START PROVIDED RECORDS

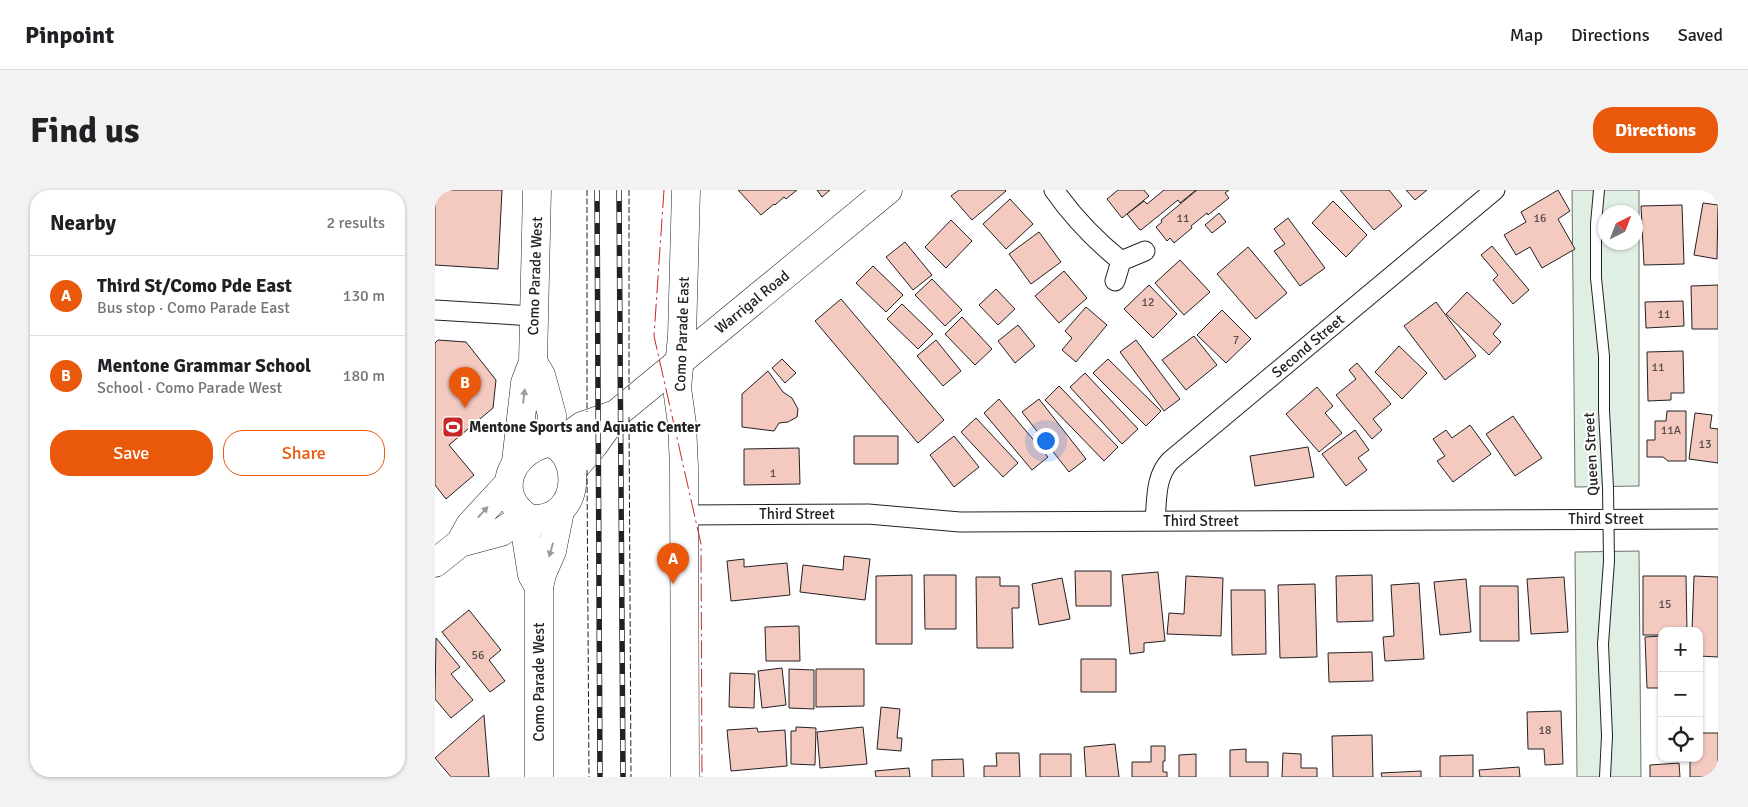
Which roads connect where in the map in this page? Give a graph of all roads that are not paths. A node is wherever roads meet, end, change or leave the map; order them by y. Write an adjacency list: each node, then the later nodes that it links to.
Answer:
1 (537, 190): 11 (street, Como Parade West)
2 (686, 190): 12 (street, Como Parade East)
3 (888, 190): 12 (street, Warrigal Road)
4 (1053, 190): 8 (street)
5 (1495, 190): 23 (street, Second Street)
6 (1599, 190): 22 (lane, Queen Street)
7 (1145, 251): 8 (street)
8 (1121, 261): 9 (street)
9 (1115, 281)
10 (435, 310): 11 (street)
11 (534, 316): 13 (street, Como Parade West)
12 (680, 361): 14 (street, Warrigal Road); 19 (street, Como Parade East)
13 (533, 362): 15 (street, Como Parade West); 17 (street, Como Parade West, one-way to 13)
14 (616, 414): 15 (street, Warrigal Road); 16 (street, Warrigal Road)
15 (554, 444): 16 (street); 17 (street)
16 (571, 471): 18 (street)
17 (512, 473): 20 (street); 24 (street, one-way to 17)
18 (560, 511): 20 (street); 26 (street, Como Parade West, one-way to 26)
19 (685, 515): 23 (street, Third Street); 28 (street, Como Parade East)
20 (528, 517): 24 (street); 26 (street, Como Parade West)
21 (1718, 518): 22 (street, Third Street)
22 (1609, 519): 23 (street, Third Street); 29 (lane, Queen Street)
23 (1155, 522)
24 (460, 543): 25 (street)
25 (435, 563)
26 (539, 587): 27 (street, Como Parade West)
27 (539, 777)
28 (685, 777)
29 (1605, 777)

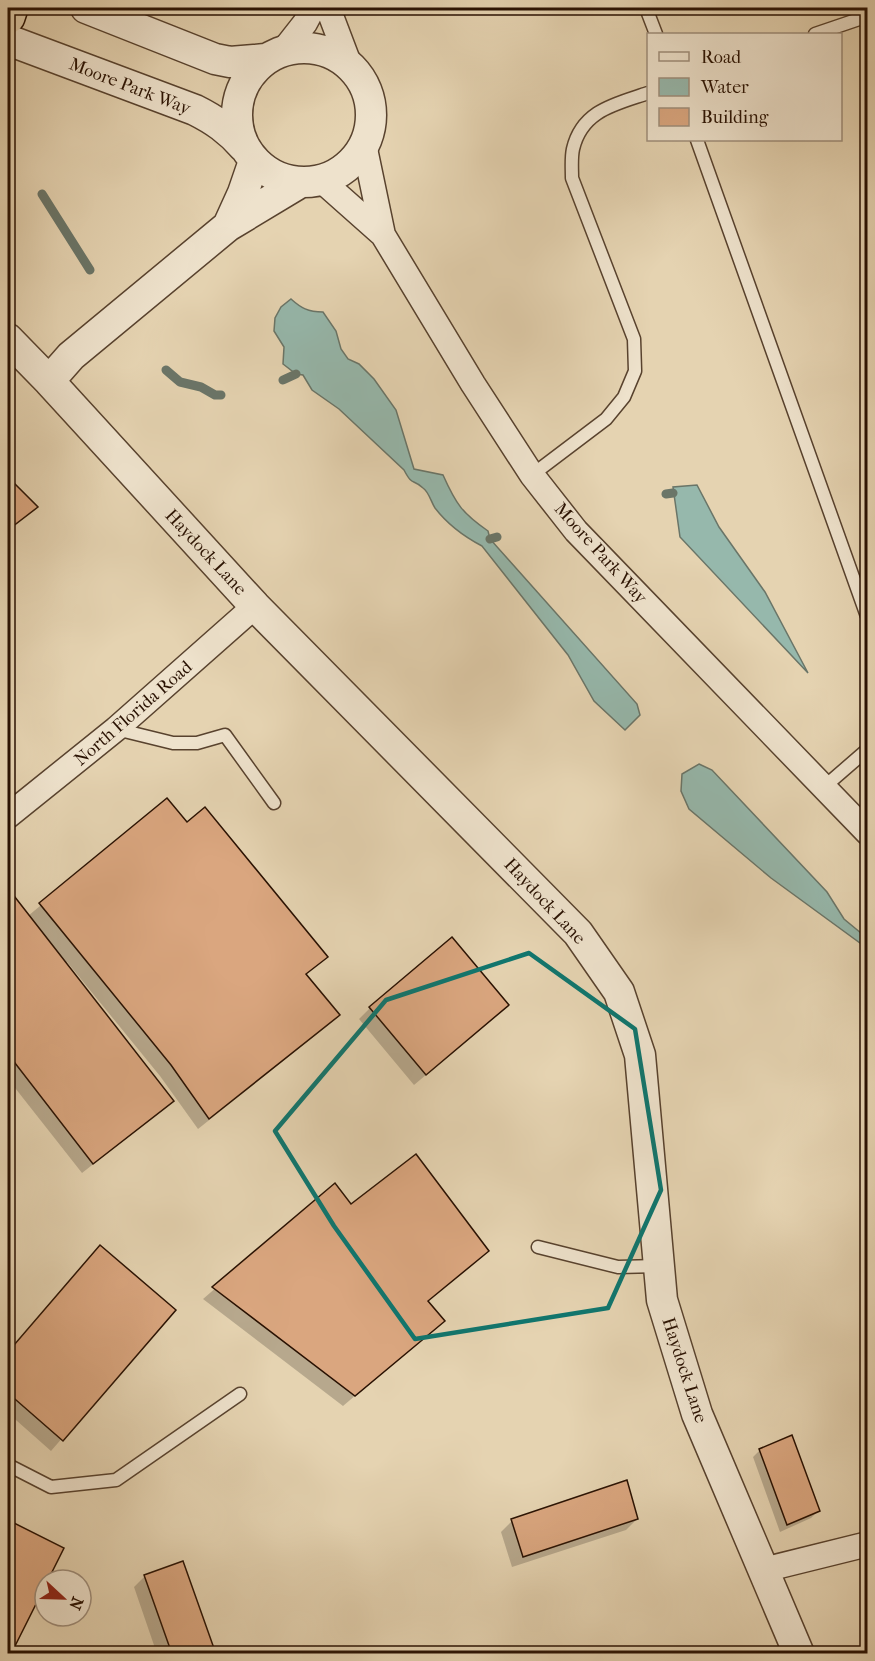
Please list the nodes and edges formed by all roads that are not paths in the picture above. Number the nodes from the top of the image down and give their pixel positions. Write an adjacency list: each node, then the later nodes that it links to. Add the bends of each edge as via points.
1 (11, 8): 7 (highway)
2 (86, 8): 11 (street, via 215,59 230,62)
3 (313, 8): 11 (street, via 305,23)
4 (328, 8): 12 (street)
5 (646, 8): 8 (lane)
6 (867, 16): 9 (lane)
7 (8, 17)
8 (656, 33)
9 (818, 33)
10 (8, 40): 16 (street, Moore Park Way, via 195,110 230,131)
11 (274, 55): 12 (street, via 301,47 319,49); 16 (street, via 254,69 242,87 236,109 238,130)
12 (350, 66): 15 (street, via 368,94 370,128)
13 (647, 93): 22 (lane, via 604,108 585,124 573,149 572,178 634,339 635,371 624,397 606,419)
14 (697, 141): 24 (lane)
15 (364, 144): 17 (street, via 339,173); 19 (street, Moore Park Way)
16 (249, 154): 17 (street, via 268,172 284,179); 18 (street, via 243,193)
17 (311, 181): 18 (street); 19 (street, Moore Park Way)
18 (228, 226): 21 (street, via 71,356)
19 (382, 235): 22 (street, Moore Park Way)
20 (8, 339): 21 (street, Haydock Lane)
21 (49, 381): 23 (street, Haydock Lane)
22 (532, 475): 27 (street, Moore Park Way, via 576,531)
23 (255, 606): 25 (street, North Florida Road); 32 (street, Haydock Lane, via 578,933 619,992 640,1055)
24 (867, 619)
25 (116, 729): 28 (lane, via 173,743 196,743 225,735); 29 (street, North Florida Road)
26 (867, 749): 27 (lane)
27 (823, 788): 30 (street, Moore Park Way)
28 (274, 802)
29 (8, 816)
30 (867, 833)
31 (538, 1247): 32 (lane, via 618,1267)
32 (659, 1266): 36 (street, Haydock Lane, via 662,1300 697,1414)
33 (240, 1394): 34 (lane, via 116,1480 51,1487)
34 (8, 1465)
35 (867, 1544): 36 (street)
36 (763, 1570): 37 (street, Haydock Lane)
37 (799, 1653)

END PROVIDED RECORDS

Return the entries above exactly and in full; do not include images.

Which roads connect where in the map in this page? Give a graph of all roads that are not paths. A node is wherever roads meet, end, change or leave the map; order them by y. Write an adjacency list: each node, then the later nodes that it links to.
Answer:
1 (537, 190): 11 (street, Como Parade West)
2 (686, 190): 12 (street, Como Parade East)
3 (888, 190): 12 (street, Warrigal Road)
4 (1053, 190): 8 (street)
5 (1495, 190): 23 (street, Second Street)
6 (1599, 190): 22 (lane, Queen Street)
7 (1145, 251): 8 (street)
8 (1121, 261): 9 (street)
9 (1115, 281)
10 (435, 310): 11 (street)
11 (534, 316): 13 (street, Como Parade West)
12 (680, 361): 14 (street, Warrigal Road); 19 (street, Como Parade East)
13 (533, 362): 15 (street, Como Parade West); 17 (street, Como Parade West, one-way to 13)
14 (616, 414): 15 (street, Warrigal Road); 16 (street, Warrigal Road)
15 (554, 444): 16 (street); 17 (street)
16 (571, 471): 18 (street)
17 (512, 473): 20 (street); 24 (street, one-way to 17)
18 (560, 511): 20 (street); 26 (street, Como Parade West, one-way to 26)
19 (685, 515): 23 (street, Third Street); 28 (street, Como Parade East)
20 (528, 517): 24 (street); 26 (street, Como Parade West)
21 (1718, 518): 22 (street, Third Street)
22 (1609, 519): 23 (street, Third Street); 29 (lane, Queen Street)
23 (1155, 522)
24 (460, 543): 25 (street)
25 (435, 563)
26 (539, 587): 27 (street, Como Parade West)
27 (539, 777)
28 (685, 777)
29 (1605, 777)

Please list the nodes and edges formed by all roads that are not paths in the picture above. Number the nodes from the top of the image down and give their pixel positions. Write an adjacency list: each node, then the later nodes that it links to. Add the bends of each edge as via points.
1 (11, 8): 7 (highway)
2 (86, 8): 11 (street, via 215,59 230,62)
3 (313, 8): 11 (street, via 305,23)
4 (328, 8): 12 (street)
5 (646, 8): 8 (lane)
6 (867, 16): 9 (lane)
7 (8, 17)
8 (656, 33)
9 (818, 33)
10 (8, 40): 16 (street, Moore Park Way, via 195,110 230,131)
11 (274, 55): 12 (street, via 301,47 319,49); 16 (street, via 254,69 242,87 236,109 238,130)
12 (350, 66): 15 (street, via 368,94 370,128)
13 (647, 93): 22 (lane, via 604,108 585,124 573,149 572,178 634,339 635,371 624,397 606,419)
14 (697, 141): 24 (lane)
15 (364, 144): 17 (street, via 339,173); 19 (street, Moore Park Way)
16 (249, 154): 17 (street, via 268,172 284,179); 18 (street, via 243,193)
17 (311, 181): 18 (street); 19 (street, Moore Park Way)
18 (228, 226): 21 (street, via 71,356)
19 (382, 235): 22 (street, Moore Park Way)
20 (8, 339): 21 (street, Haydock Lane)
21 (49, 381): 23 (street, Haydock Lane)
22 (532, 475): 27 (street, Moore Park Way, via 576,531)
23 (255, 606): 25 (street, North Florida Road); 32 (street, Haydock Lane, via 578,933 619,992 640,1055)
24 (867, 619)
25 (116, 729): 28 (lane, via 173,743 196,743 225,735); 29 (street, North Florida Road)
26 (867, 749): 27 (lane)
27 (823, 788): 30 (street, Moore Park Way)
28 (274, 802)
29 (8, 816)
30 (867, 833)
31 (538, 1247): 32 (lane, via 618,1267)
32 (659, 1266): 36 (street, Haydock Lane, via 662,1300 697,1414)
33 (240, 1394): 34 (lane, via 116,1480 51,1487)
34 (8, 1465)
35 (867, 1544): 36 (street)
36 (763, 1570): 37 (street, Haydock Lane)
37 (799, 1653)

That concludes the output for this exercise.